Which means that prices - of most office towers, strata
suites, retail properties and factories - will fall.
I made the call in a column last year.
Within days one leading agent told me how wrong I was.
The collapse in UK prices would not happen here, he
said. To prove the point, he had just sold an industrial
investment on a record low yield and a record high price.
Well I am not right yet, but I am less
wrong. The global credit crunch has bitten. Sadly it
will keep biting until the bears are proved correct.
Australian Public Trustees chief
executive Darren Olney-Fraser is a buyer. He already
has a $170 million portfolio and is looking for more.
At the end of last year, he was poised to buy four of
the Investa assets but pulled the deal.
“The world changed when
the Centro problems emerged, that was the primary evidence
in Australia that everything had shifted,” he
says.
“We are having quite a
few new assets put to us off-market at more attractive
yields.
“Yields are spreading again,
where we are seeing shorter-term leases back out to
even 9 per cent and good quality property at 7 per cent
rather than 6 per cent. Better buying for us.”
The logic is quite simple. As interest
rates rise, yields must also shift out, unless income
can rise fast enough to rebalance the equation. At the
same time, buyers will become more cautious and some
sellers, pressed by their banks, will become keener.
To date, the published evidence belies
the theory.
The CFS Retail Property Trust increased
the value of its $7.1 billion portfolio of Australian
shopping centres, tightening the yield by 0.13 percentage
points. The Macquarie Office Trust also increased the
value of its Australian office towers in the December
half, cutting the yield by 0.3 percentage points.
But those properties are some of the
nation’s best. They will be the last to take a
hit, if ever. Remember that valuation lags the market,
particularly when sentiment turns and turnover stops.
Macquarie Office Trust chief executive
Adrian Taylor told investors yesterday to “expect
some reversal of cap rate compression on poor quality,
poorly located, lease-challenged and value-add offerings”
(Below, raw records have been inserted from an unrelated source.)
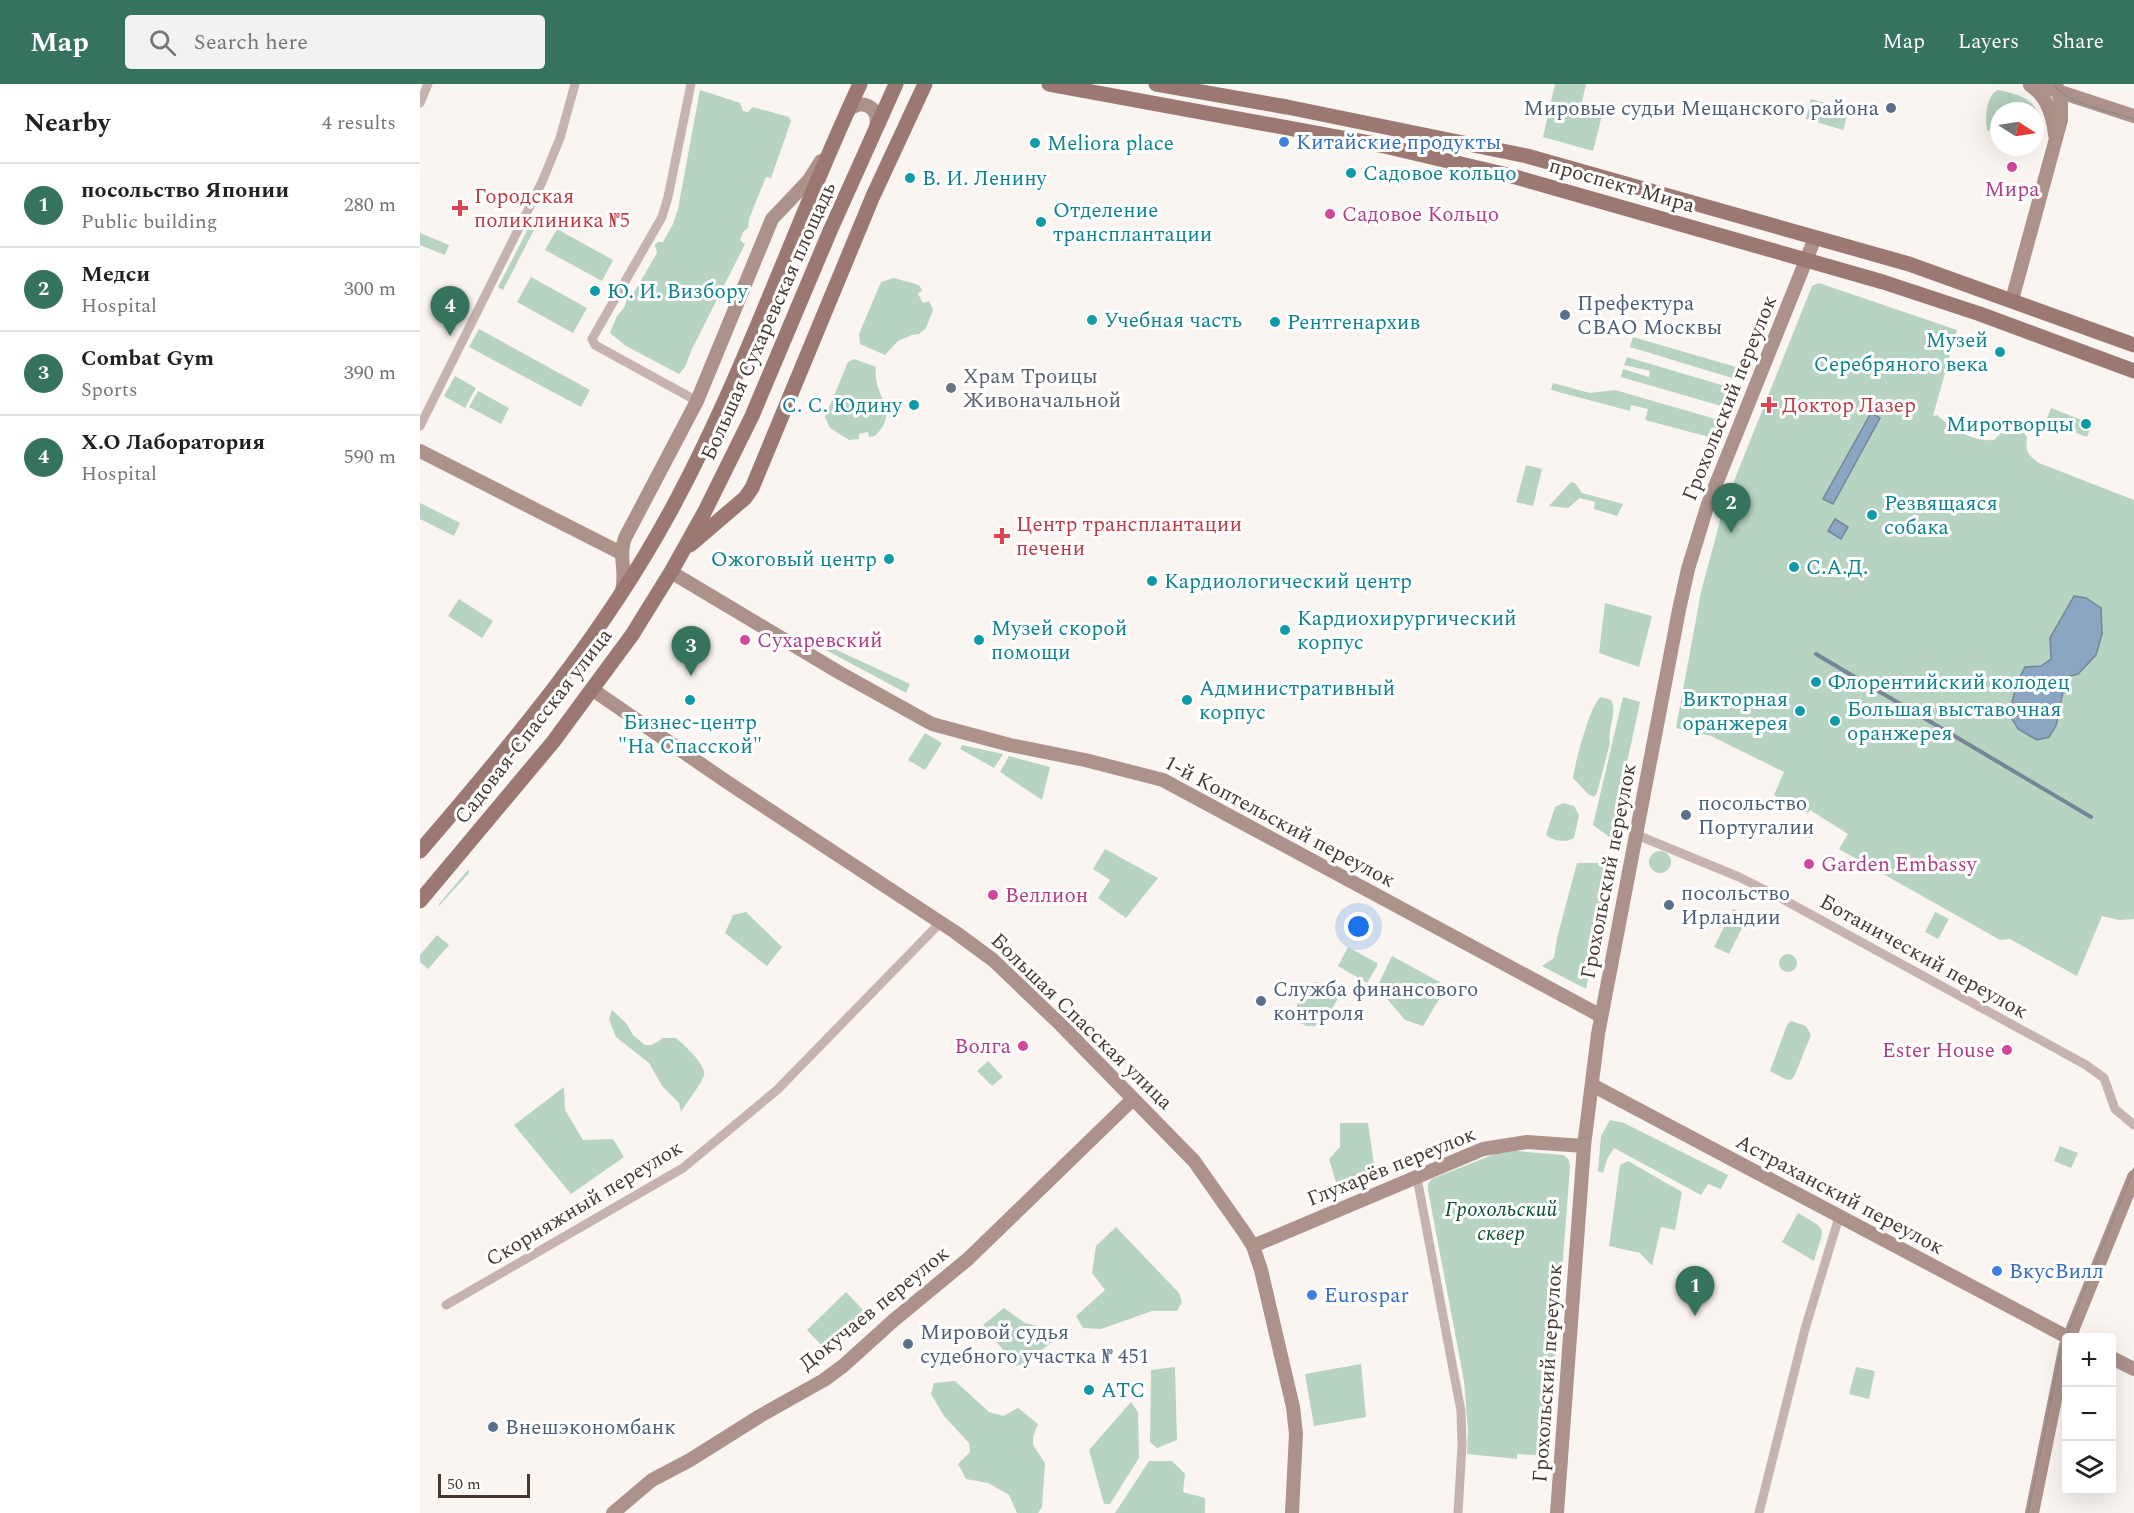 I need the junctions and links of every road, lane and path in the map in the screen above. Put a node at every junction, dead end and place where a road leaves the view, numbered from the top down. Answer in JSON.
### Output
{"nodes":[{"id":1,"x":428,"y":84,"type":"edge"},
{"id":2,"x":575,"y":84,"type":"edge"},
{"id":3,"x":691,"y":84,"type":"edge"},
{"id":4,"x":860,"y":84,"type":"edge"},
{"id":5,"x":896,"y":84,"type":"edge"},
{"id":6,"x":925,"y":84,"type":"edge"},
{"id":7,"x":1049,"y":84,"type":"edge"},
{"id":8,"x":1156,"y":84,"type":"edge"},
{"id":9,"x":2029,"y":84,"type":"edge"},
{"id":10,"x":2036,"y":84,"type":"edge"},
{"id":11,"x":2057,"y":87,"type":"edge"},
{"id":12,"x":420,"y":103,"type":"edge"},
{"id":13,"x":846,"y":113,"type":"junction"},
{"id":14,"x":2134,"y":116,"type":"edge"},
{"id":15,"x":876,"y":127,"type":"junction"},
{"id":16,"x":833,"y":143,"type":"junction"},
{"id":17,"x":2055,"y":146,"type":"junction"},
{"id":18,"x":1815,"y":238,"type":"junction"},
{"id":19,"x":1807,"y":260,"type":"junction"},
{"id":20,"x":2012,"y":300,"type":"junction"},
{"id":21,"x":2134,"y":345,"type":"edge"},
{"id":22,"x":2134,"y":370,"type":"edge"},
{"id":23,"x":697,"y":401,"type":"junction"},
{"id":24,"x":420,"y":426,"type":"edge"},
{"id":25,"x":420,"y":451,"type":"edge"},
{"id":26,"x":683,"y":551,"type":"junction"},
{"id":27,"x":621,"y":553,"type":"junction"},
{"id":28,"x":642,"y":562,"type":"joint"},
{"id":29,"x":671,"y":572,"type":"junction"},
{"id":30,"x":621,"y":596,"type":"junction"},
{"id":31,"x":593,"y":690,"type":"junction"},
{"id":32,"x":1637,"y":835,"type":"junction"},
{"id":33,"x":420,"y":851,"type":"edge"},
{"id":34,"x":420,"y":901,"type":"edge"},
{"id":35,"x":940,"y":923,"type":"junction"},
{"id":36,"x":1601,"y":1016,"type":"junction"},
{"id":37,"x":1592,"y":1085,"type":"junction"},
{"id":38,"x":1133,"y":1099,"type":"junction"},
{"id":39,"x":2134,"y":1125,"type":"edge"},
{"id":40,"x":1584,"y":1146,"type":"junction"},
{"id":41,"x":2134,"y":1177,"type":"edge"},
{"id":42,"x":1417,"y":1178,"type":"junction"},
{"id":43,"x":1839,"y":1217,"type":"junction"},
{"id":44,"x":1253,"y":1246,"type":"junction"},
{"id":45,"x":446,"y":1305,"type":"dead end"},
{"id":46,"x":2071,"y":1333,"type":"edge"},
{"id":47,"x":2062,"y":1334,"type":"edge"},
{"id":48,"x":2116,"y":1360,"type":"edge"},
{"id":49,"x":2062,"y":1369,"type":"edge"},
{"id":50,"x":2134,"y":1369,"type":"edge"},
{"id":51,"x":614,"y":1513,"type":"edge"},
{"id":52,"x":1292,"y":1513,"type":"edge"},
{"id":53,"x":1458,"y":1513,"type":"edge"},
{"id":54,"x":1557,"y":1513,"type":"edge"},
{"id":55,"x":1759,"y":1513,"type":"edge"},
{"id":56,"x":2032,"y":1513,"type":"edge"}],
"edges":[{"from":1,"to":12,"type":"street"},
{"from":2,"to":24,"type":"street"},
{"from":3,"to":23,"type":"street"},
{"from":4,"to":13,"type":"main road","name":"Большая Сухаревская площадь"},
{"from":5,"to":15,"type":"main road","name":"Большая Сухаревская площадь"},
{"from":6,"to":26,"type":"main road"},
{"from":7,"to":19,"type":"main road","name":"проспект Мира"},
{"from":8,"to":18,"type":"main road","name":"проспект Мира"},
{"from":9,"to":17,"type":"street"},
{"from":10,"to":11,"type":"street"},
{"from":11,"to":14,"type":"street"},
{"from":11,"to":17,"type":"street"},
{"from":13,"to":15,"type":"street"},
{"from":13,"to":16,"type":"main road","name":"Большая Сухаревская площадь"},
{"from":15,"to":26,"type":"main road","name":"Большая Сухаревская площадь"},
{"from":16,"to":23,"type":"street"},
{"from":16,"to":28,"type":"main road","name":"Большая Сухаревская площадь"},
{"from":17,"to":20,"type":"street"},
{"from":18,"to":19,"type":"street","name":"Грохольский переулок"},
{"from":18,"to":20,"type":"main road","name":"проспект Мира"},
{"from":19,"to":22,"type":"main road","name":"проспект Мира"},
{"from":19,"to":32,"type":"street","name":"Грохольский переулок"},
{"from":20,"to":21,"type":"main road","name":"проспект Мира"},
{"from":23,"to":27,"type":"street"},
{"from":25,"to":27,"type":"street"},
{"from":26,"to":29,"type":"main road","name":"Большая Сухаревская площадь"},
{"from":27,"to":30,"type":"street"},
{"from":28,"to":30,"type":"main road","name":"Садовая-Спасская улица"},
{"from":29,"to":31,"type":"main road","name":"Садовая-Спасская улица"},
{"from":29,"to":36,"type":"street","name":"1-й Коптельский переулок"},
{"from":30,"to":33,"type":"main road","name":"Садовая-Спасская улица"},
{"from":31,"to":34,"type":"main road","name":"Садовая-Спасская улица"},
{"from":31,"to":35,"type":"street","name":"Большая Спасская улица"},
{"from":32,"to":36,"type":"street","name":"Грохольский переулок"},
{"from":32,"to":39,"type":"street","name":"Ботанический переулок"},
{"from":35,"to":38,"type":"street","name":"Большая Спасская улица"},
{"from":35,"to":45,"type":"street","name":"Скорняжный переулок"},
{"from":36,"to":37,"type":"street","name":"Грохольский переулок"},
{"from":37,"to":40,"type":"street","name":"Грохольский переулок"},
{"from":37,"to":43,"type":"street","name":"Астраханский переулок"},
{"from":38,"to":44,"type":"street","name":"Большая Спасская улица"},
{"from":38,"to":51,"type":"street","name":"Докучаев переулок"},
{"from":40,"to":42,"type":"street","name":"Глухарёв переулок"},
{"from":40,"to":54,"type":"street","name":"Грохольский переулок"},
{"from":41,"to":46,"type":"street"},
{"from":42,"to":44,"type":"street","name":"Глухарёв переулок"},
{"from":42,"to":53,"type":"street"},
{"from":43,"to":47,"type":"street","name":"Астраханский переулок"},
{"from":43,"to":55,"type":"street"},
{"from":44,"to":52,"type":"street","name":"Большая Спасская улица"},
{"from":48,"to":50,"type":"street"},
{"from":49,"to":56,"type":"street"}]}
in the US. But he stressed that “some trophy asset
sales are still proceeding at strong pricing”.
That two-tier theory is the current market
mantra. Just as poorer quality debt was the most mispriced,
so it will be with property.
“Six months ago you could sell
a prime piece of industrial real estate, with a long-term
lease to a top 200 company on the same yield as a secondary
shed in a poor location and with no covenant. Not any
more, today it is a two-tier market,” says Goodman
Group’s Australian chief executive, David nav
Aanholt.
Similarly the most overpriced retail
properties were not the mega malls bought with equity,
but the smaller secondary shopping centres leveraged
up with debt and packaged to retail investors who will
soon have to face declining payouts.
It’s a good theory for those who
hold prime property. But there are several caveats.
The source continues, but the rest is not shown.